Variable objects are expressions. Pretty much everything in Numberjack is an expression. Expressions have the following available methods

  •         get_value()
           
    If the problem has been solved returns the value of the expression. Return value is undefined if the problem is infeasable. Return type is also undefined if the problem has yet to be solved.
  •         __str__()
           
    Returns a string representation of the expression. If the expression has yet to be solved the string will be a representation of the model in string formet. For example a Sum expression might have the string representation of "Sum(x1 in [0,5], x2 in [1,3], x3 in [4,8])" where as a variable would have the string represention of "xN in [domain]" before solving and it's value after solving. This method allows printing of the objects with meaningful output.

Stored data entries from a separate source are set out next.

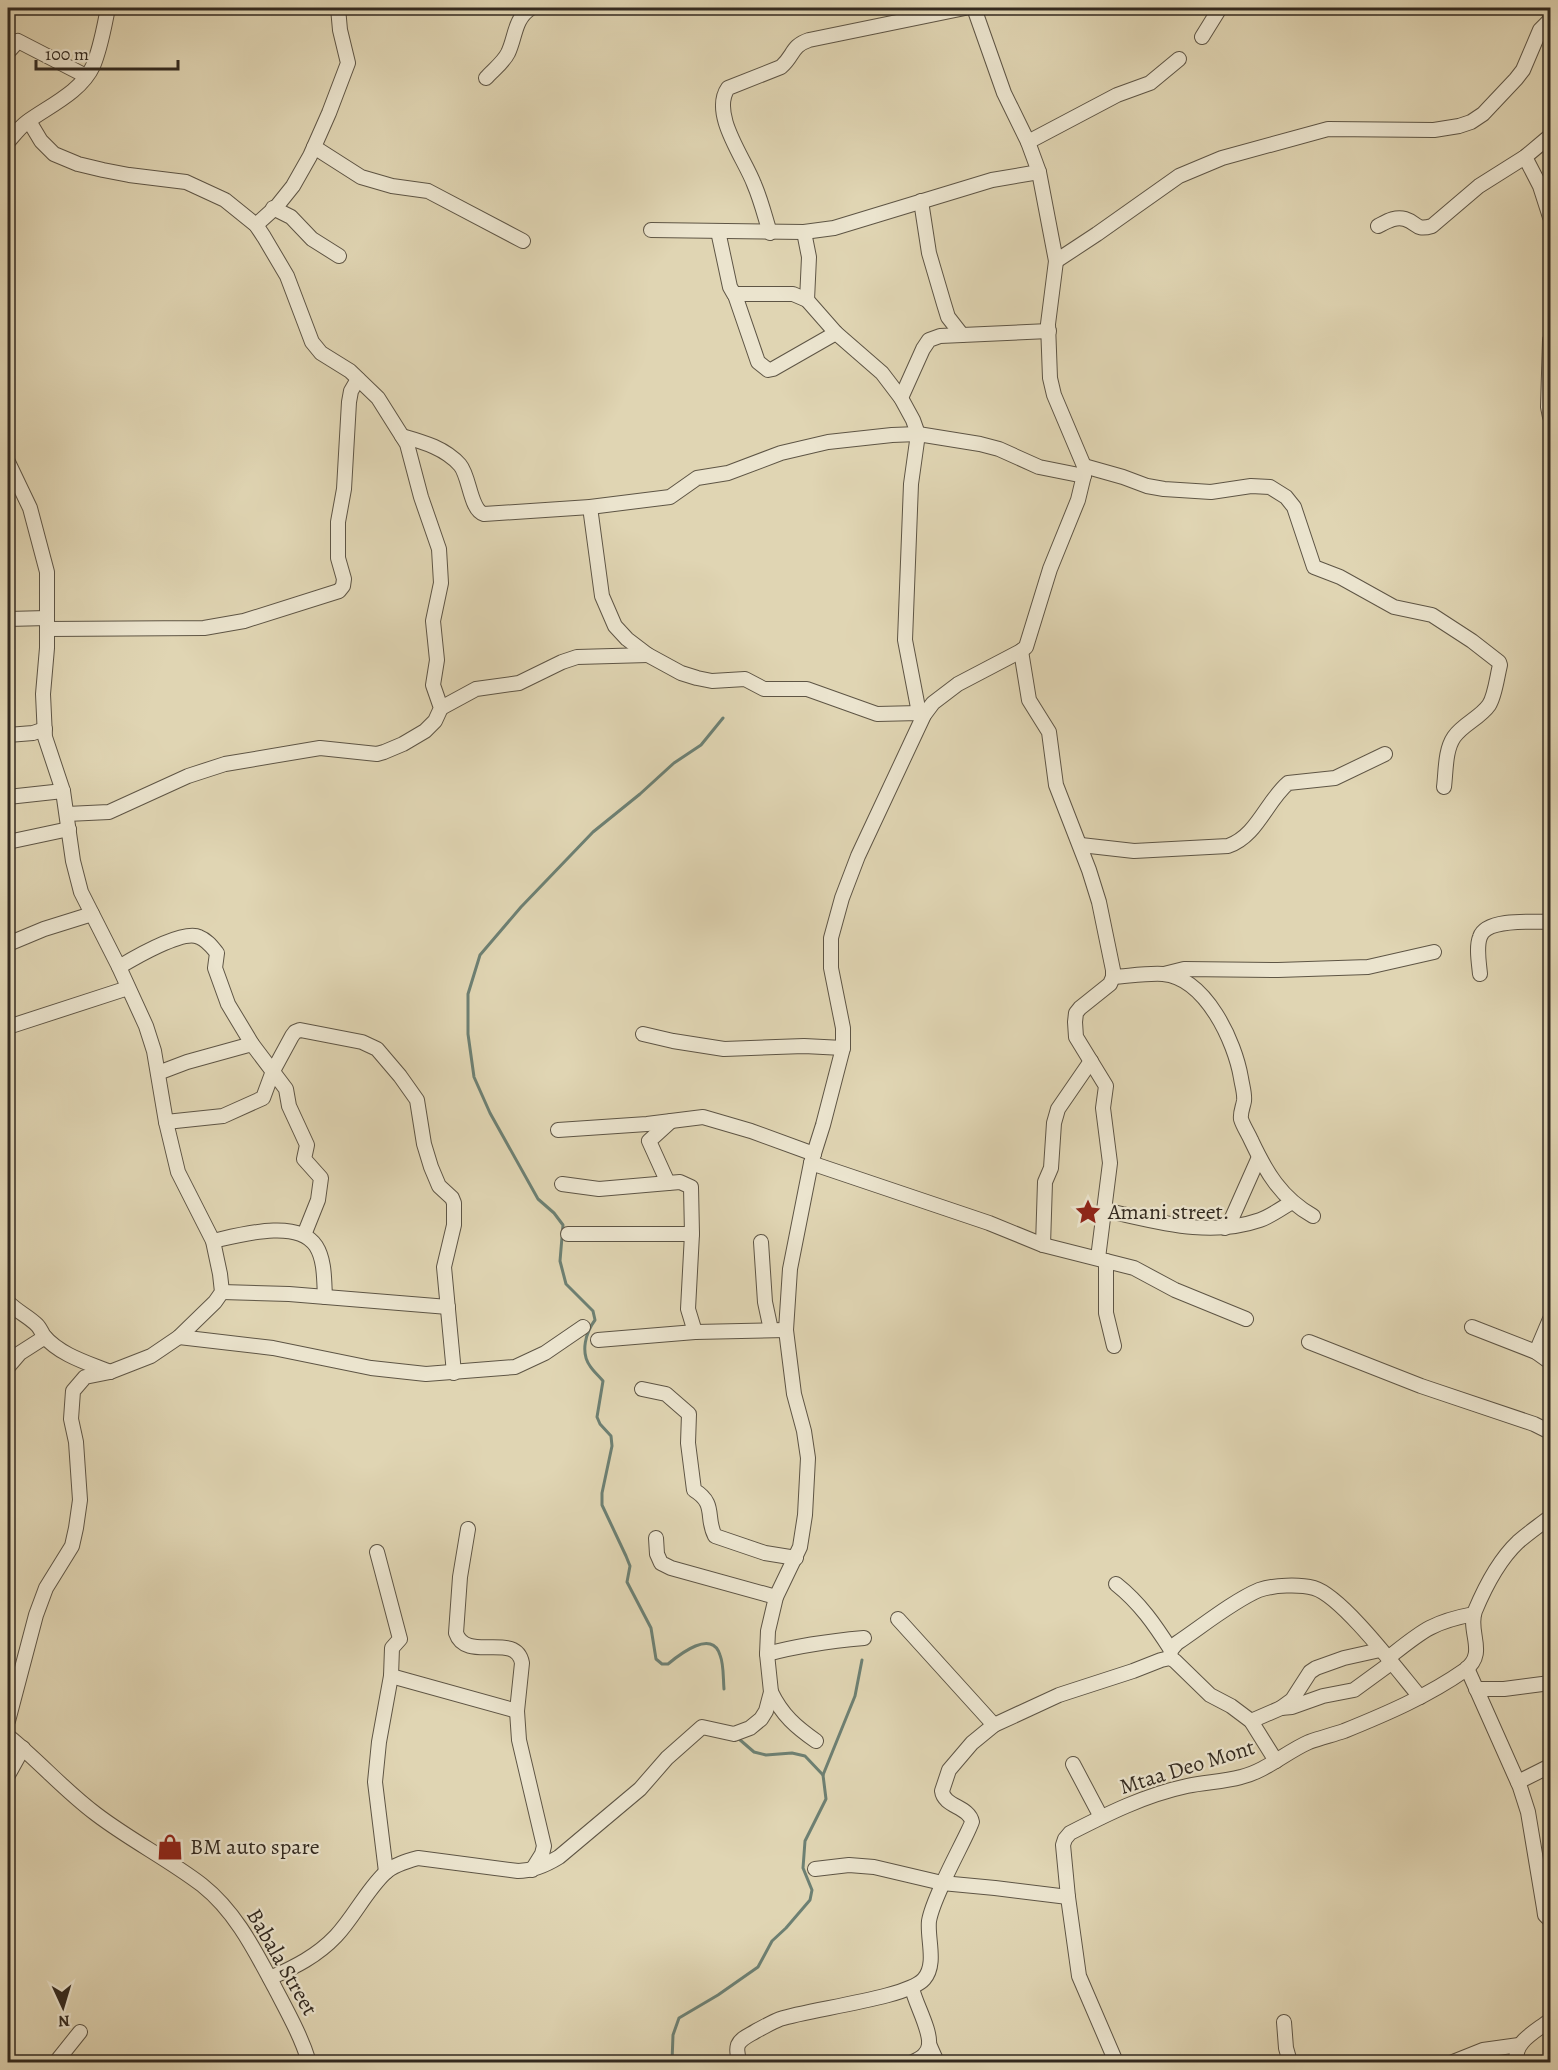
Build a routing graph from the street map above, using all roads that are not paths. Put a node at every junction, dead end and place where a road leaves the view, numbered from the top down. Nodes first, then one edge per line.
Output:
1 (108, 8) edge
2 (338, 8) edge
3 (531, 8) edge
4 (965, 8) edge
5 (974, 8) edge
6 (1220, 8) edge
7 (1551, 20) edge
8 (13, 37) edge
9 (1202, 37) dead end
10 (8, 52) edge
11 (1179, 59) dead end
12 (86, 76) junction
13 (486, 78) dead end
14 (28, 121) junction
15 (1551, 136) edge
16 (8, 142) edge
17 (1028, 142) junction
18 (314, 147) junction
19 (1524, 157) junction
20 (1039, 172) junction
21 (921, 201) junction
22 (273, 208) junction
23 (1551, 217) edge
24 (256, 225) junction
25 (1378, 226) dead end
26 (651, 230) dead end
27 (718, 231) junction
28 (804, 232) junction
29 (770, 233) junction
30 (523, 241) dead end
31 (339, 255) dead end
32 (1056, 261) junction
33 (735, 295) junction
34 (807, 300) junction
35 (1048, 330) junction
36 (836, 333) junction
37 (962, 335) junction
38 (1551, 340) edge
39 (358, 379) junction
40 (901, 398) junction
41 (1551, 417) edge
42 (918, 434) junction
43 (402, 436) junction
44 (8, 462) edge
45 (1084, 471) junction
46 (590, 507) junction
47 (8, 619) edge
48 (47, 623) junction
49 (1021, 651) junction
50 (648, 655) junction
51 (441, 708) junction
52 (921, 714) junction
53 (45, 729) junction
54 (8, 735) edge
55 (1385, 754) dead end
56 (1444, 787) dead end
57 (63, 791) junction
58 (8, 797) edge
59 (67, 814) junction
60 (69, 829) junction
61 (8, 842) edge
62 (1081, 845) junction
63 (92, 914) junction
64 (1551, 922) edge
65 (8, 944) edge
66 (1434, 952) dead end
67 (119, 967) junction
68 (1164, 974) junction
69 (1480, 974) dead end
70 (1113, 977) junction
71 (128, 988) junction
72 (8, 1027) edge
73 (643, 1034) dead end
74 (252, 1044) junction
75 (843, 1048) junction
76 (1090, 1061) junction
77 (273, 1071) junction
78 (158, 1073) junction
79 (672, 1121) junction
80 (166, 1122) junction
81 (558, 1130) dead end
82 (1259, 1157) junction
83 (813, 1159) junction
84 (668, 1183) junction
85 (562, 1184) dead end
86 (1292, 1202) junction
87 (1104, 1210) junction
88 (1313, 1216) dead end
89 (1225, 1228) junction
90 (568, 1234) dead end
91 (692, 1234) junction
92 (304, 1235) junction
93 (213, 1241) junction
94 (761, 1242) dead end
95 (1043, 1245) junction
96 (1102, 1259) junction
97 (222, 1292) junction
98 (325, 1297) junction
99 (8, 1302) edge
100 (448, 1307) junction
101 (1246, 1318) dead end
102 (1551, 1319) edge
103 (583, 1327) dead end
104 (1472, 1327) dead end
105 (771, 1330) junction
106 (786, 1330) junction
107 (695, 1332) junction
108 (45, 1337) junction
109 (179, 1337) junction
110 (598, 1340) dead end
111 (1309, 1342) dead end
112 (1114, 1346) dead end
113 (1536, 1352) junction
114 (1551, 1362) edge
115 (8, 1367) edge
116 (110, 1372) junction
117 (454, 1373) junction
118 (642, 1389) dead end
119 (1551, 1432) edge
120 (1551, 1517) edge
121 (468, 1529) dead end
122 (656, 1538) dead end
123 (376, 1552) dead end
124 (796, 1558) junction
125 (1116, 1584) dead end
126 (776, 1597) junction
127 (1474, 1614) junction
128 (898, 1619) dead end
129 (864, 1638) dead end
130 (767, 1654) junction
131 (1170, 1654) junction
132 (1386, 1657) junction
133 (1467, 1668) junction
134 (391, 1676) junction
135 (1551, 1683) edge
136 (1476, 1689) junction
137 (771, 1692) junction
138 (1420, 1697) junction
139 (1281, 1708) junction
140 (517, 1711) junction
141 (8, 1721) edge
142 (1251, 1721) junction
143 (994, 1725) junction
144 (8, 1736) edge
145 (816, 1741) dead end
146 (23, 1748) junction
147 (1276, 1761) junction
148 (1073, 1764) dead end
149 (1551, 1766) edge
150 (8, 1775) edge
151 (1518, 1782) junction
152 (1101, 1817) junction
153 (815, 1869) dead end
154 (532, 1870) junction
155 (386, 1872) junction
156 (1544, 1874) edge
157 (942, 1883) junction
158 (1068, 1897) junction
159 (1551, 1920) edge
160 (270, 1978) junction
161 (912, 1988) junction
162 (1551, 2020) edge
163 (1284, 2022) dead end
164 (80, 2032) dead end
165 (929, 2044) junction
166 (1519, 2045) junction
167 (56, 2062) edge
168 (309, 2062) edge
169 (740, 2062) edge
170 (913, 2062) edge
171 (938, 2062) edge
172 (1116, 2062) edge
173 (1290, 2062) edge
174 (1453, 2062) edge
175 (1517, 2062) edge

1 - 12 street
2 - 18 street
3 - 13 street
4 - 29 street
5 - 17 street
6 - 9 street
7 - 32 street
8 - 10 street
8 - 12 street
11 - 17 street
12 - 14 street
14 - 16 street
14 - 24 street
15 - 19 street
17 - 20 street
18 - 22 street
18 - 30 street
19 - 23 street
19 - 25 street
20 - 21 street
20 - 32 street
21 - 28 street
21 - 37 street
22 - 24 street
22 - 31 street
24 - 39 street
26 - 27 street
27 - 29 street
27 - 33 street
28 - 29 street
28 - 34 street
32 - 35 street
33 - 34 street
33 - 36 street
34 - 36 street
35 - 37 street
35 - 45 street
36 - 40 street
37 - 40 street
38 - 41 street
39 - 43 street
39 - 48 street
40 - 42 street
42 - 45 street
42 - 46 street
42 - 52 street
43 - 46 street
43 - 51 street
44 - 48 street
45 - 49 street
45 - 56 street
46 - 50 street
47 - 48 street
48 - 53 street
49 - 52 street
49 - 62 street
50 - 51 street
50 - 52 street
51 - 59 street
52 - 75 street
53 - 54 street
53 - 57 street
55 - 62 street
57 - 58 street
57 - 59 street
59 - 60 street
60 - 61 street
60 - 63 street
62 - 70 street
63 - 65 street
63 - 67 street
64 - 69 street
66 - 68 street
67 - 71 street
67 - 74 street
68 - 70 street
68 - 82 street
70 - 76 street
71 - 72 street
71 - 78 street
73 - 75 street
74 - 77 street
74 - 78 street
75 - 83 street
76 - 87 street
76 - 95 street
77 - 80 street
77 - 92 street
77 - 100 street
78 - 80 street
79 - 81 street
79 - 83 street
79 - 84 street
80 - 93 street
82 - 86 street
82 - 89 street
83 - 95 street
83 - 106 street
84 - 85 street
84 - 91 street
86 - 88 street
86 - 89 street
87 - 89 street
87 - 96 street
90 - 91 street
91 - 107 street
92 - 93 street
92 - 98 street
93 - 97 street
94 - 105 street
95 - 96 street
96 - 101 street
96 - 112 street
97 - 98 street
97 - 109 street
98 - 100 street
99 - 108 street
100 - 117 street
102 - 113 street
103 - 117 street
104 - 113 street
105 - 106 street
105 - 107 street
106 - 124 street
107 - 110 street
108 - 115 street
108 - 116 street
109 - 116 street
109 - 117 street
111 - 119 street
113 - 114 street
116 - 141 street
118 - 124 street
120 - 127 street
121 - 140 street
122 - 126 street
123 - 134 street
124 - 126 street
125 - 131 street
126 - 130 street
127 - 132 street
127 - 133 street
128 - 143 street
129 - 130 street
130 - 137 street
131 - 132 street
131 - 142 street
131 - 143 street
132 - 138 street
132 - 139 street
132 - 139 street
133 - 136 street
133 - 138 street, Mtaa Deo Mont
134 - 140 street
134 - 155 street
135 - 136 street
136 - 151 street
137 - 145 street
137 - 154 street
138 - 147 street, Mtaa Deo Mont
139 - 142 street
140 - 154 street
142 - 147 street
143 - 157 street
144 - 146 street, Babala Street
146 - 150 street
146 - 160 street, Babala Street
147 - 152 street, Mtaa Deo Mont
148 - 152 street
149 - 151 street
151 - 156 street
152 - 158 street, Mtaa Deo Mont
153 - 157 street
154 - 155 street
155 - 160 street
156 - 159 street
157 - 158 street
157 - 161 street
158 - 172 street, Mtaa Deo Mont
160 - 168 street, Babala Street
161 - 165 street
161 - 169 street
162 - 166 street
163 - 173 street
164 - 167 street
165 - 170 street
165 - 171 street
166 - 174 street
166 - 175 street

There are many more methods to the Expression class, these are just the basics. We will cover more later.

VarArray

It is possible to create lists of variables with the same bounds all at once with the VarArray object.

vars1 = VarArray(5) # Creates a list of five binary variables
vars2 = VarArray(5, lower, upper) # Creates a list of five variables with domains
                                  # [lower, upper]

The VarArray object has some useful operators overridden:

  •                 vars1 < vars2
                   
    This creates a Less Lex constraint.
  •                 vars1 <= vars2
                   
    Creates the Leq Lex constraint.
  •                 vars1 > vars2
                   
    Creates the Gt Lex constraint.
  •                 vars1 >= vars2
                   
    Creates the Geq Lex constraint.
  •                 vars1[variable1]
                   
    Creates the Element expression. The value of this expression will be the value of the $n^{th}$ element of vars1 where n is equal to the value of variable1.
  •                 vars1[n]
                   
    On the other hand returns the $n^{th}$ element of the array, if n is an integer.
  •                 __str__()
                   
    This returns a string representation of the VarArray, it is the concatenation of the string representations of all the variables in the array. This methods allows printing of the object with sensible output.

Matrix

The Matrix construct can be seen to be an extension of the VarArray construct. It provides a method of creating and manipulating two dimensional matrices of variables.

square = Matrix(n, m) # Creates a n by m matrix of binary variables
square = Matrix(n, m, l, u) # Creates a n by m matrix if variables in domain [l,u]

The matrix construct, like the VarArray has many useful operators overridden.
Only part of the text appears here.